# About this exercise
Return the data below exactly as given, except for the images.

(Stored data)
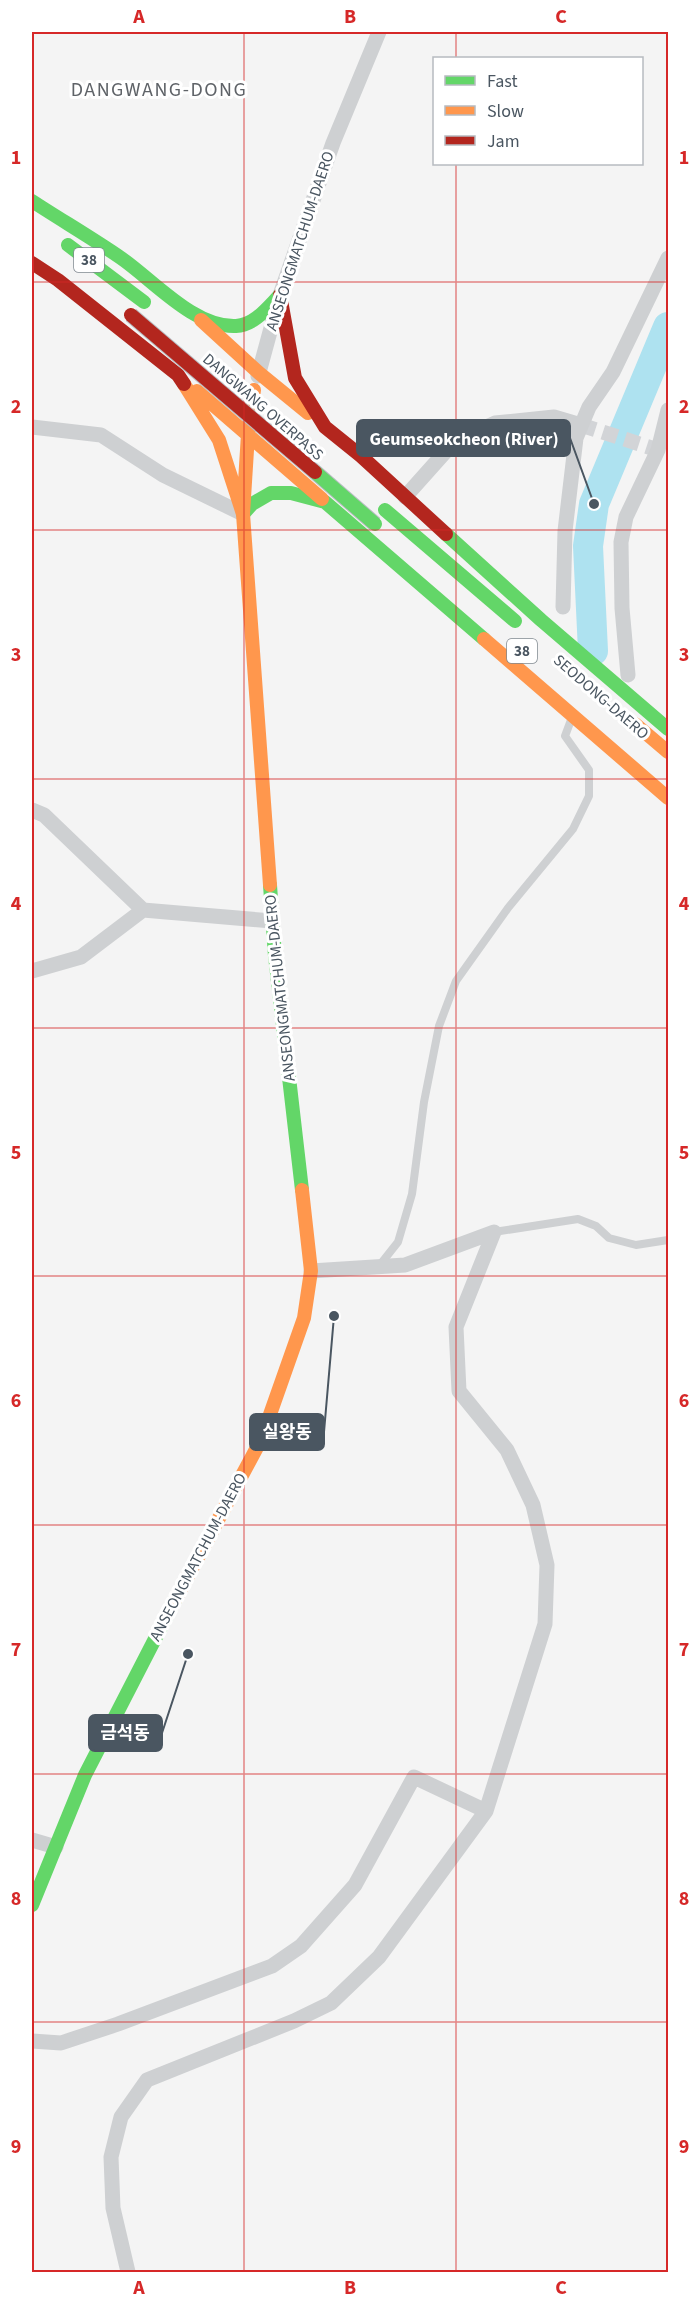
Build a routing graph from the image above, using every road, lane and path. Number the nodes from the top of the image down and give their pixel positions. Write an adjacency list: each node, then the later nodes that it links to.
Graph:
1 (379, 32): 6 (street, ANSEONGMATCHUM-DAERO)
2 (32, 201): 9 (main road)
3 (54, 236): 7 (main road, 38)
4 (669, 258): 15 (street)
5 (32, 263): 11 (main road)
6 (280, 295): 9 (main road); 10 (street, ANSEONGMATCHUM-DAERO); 17 (main road)
7 (148, 305)
8 (126, 311): 23 (main road, DANGWANG OVERPASS, bridge)
9 (194, 314): 10 (main road)
10 (259, 373): 12 (street, ANSEONGMATCHUM-DAERO); 17 (main road)
11 (178, 375): 18 (main road); 22 (main road)
12 (248, 388): 13 (main road, DANGWANG OVERPASS); 18 (main road, ANSEONGMATCHUM-DAERO)
13 (269, 410)
14 (669, 410): 26 (street)
15 (581, 425): 19 (street); 24 (street)
16 (32, 427): 22 (street)
17 (325, 427): 19 (main road)
18 (248, 434): 20 (main road); 22 (main road, ANSEONGMATCHUM-DAERO)
19 (405, 497): 29 (main road)
20 (325, 502): 22 (main road); 28 (main road)
21 (381, 506): 25 (main road, 38)
22 (243, 514): 34 (main road, ANSEONGMATCHUM-DAERO)
23 (379, 528)
24 (563, 607)
25 (525, 630)
26 (628, 675)
27 (621, 711): 30 (main road, SEODONG-DAERO)
28 (573, 716): 31 (main road); 38 (lane)
29 (669, 729)
30 (669, 752)
31 (669, 798)
32 (32, 810): 33 (street)
33 (143, 910): 34 (street); 35 (street)
34 (272, 921): 39 (main road, ANSEONGMATCHUM-DAERO)
35 (32, 971)
36 (494, 1232): 37 (lane); 38 (street); 40 (street)
37 (669, 1240)
38 (378, 1267): 39 (street)
39 (311, 1271): 42 (main road, ANSEONGMATCHUM-DAERO)
40 (486, 1811): 44 (street); 45 (street)
41 (32, 1840): 42 (street)
42 (56, 1847): 43 (main road, ANSEONGMATCHUM-DAERO)
43 (32, 1905)
44 (32, 2041)
45 (128, 2272)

# The answer
Build a routing graph from the image above, using every road, lane and path. Number the nodes from the top of the image down and give their pixel positions. Write an adjacency list: each node, then the later nodes that it links to.
Graph:
1 (379, 32): 6 (street, ANSEONGMATCHUM-DAERO)
2 (32, 201): 9 (main road)
3 (54, 236): 7 (main road, 38)
4 (669, 258): 15 (street)
5 (32, 263): 11 (main road)
6 (280, 295): 9 (main road); 10 (street, ANSEONGMATCHUM-DAERO); 17 (main road)
7 (148, 305)
8 (126, 311): 23 (main road, DANGWANG OVERPASS, bridge)
9 (194, 314): 10 (main road)
10 (259, 373): 12 (street, ANSEONGMATCHUM-DAERO); 17 (main road)
11 (178, 375): 18 (main road); 22 (main road)
12 (248, 388): 13 (main road, DANGWANG OVERPASS); 18 (main road, ANSEONGMATCHUM-DAERO)
13 (269, 410)
14 (669, 410): 26 (street)
15 (581, 425): 19 (street); 24 (street)
16 (32, 427): 22 (street)
17 (325, 427): 19 (main road)
18 (248, 434): 20 (main road); 22 (main road, ANSEONGMATCHUM-DAERO)
19 (405, 497): 29 (main road)
20 (325, 502): 22 (main road); 28 (main road)
21 (381, 506): 25 (main road, 38)
22 (243, 514): 34 (main road, ANSEONGMATCHUM-DAERO)
23 (379, 528)
24 (563, 607)
25 (525, 630)
26 (628, 675)
27 (621, 711): 30 (main road, SEODONG-DAERO)
28 (573, 716): 31 (main road); 38 (lane)
29 (669, 729)
30 (669, 752)
31 (669, 798)
32 (32, 810): 33 (street)
33 (143, 910): 34 (street); 35 (street)
34 (272, 921): 39 (main road, ANSEONGMATCHUM-DAERO)
35 (32, 971)
36 (494, 1232): 37 (lane); 38 (street); 40 (street)
37 (669, 1240)
38 (378, 1267): 39 (street)
39 (311, 1271): 42 (main road, ANSEONGMATCHUM-DAERO)
40 (486, 1811): 44 (street); 45 (street)
41 (32, 1840): 42 (street)
42 (56, 1847): 43 (main road, ANSEONGMATCHUM-DAERO)
43 (32, 1905)
44 (32, 2041)
45 (128, 2272)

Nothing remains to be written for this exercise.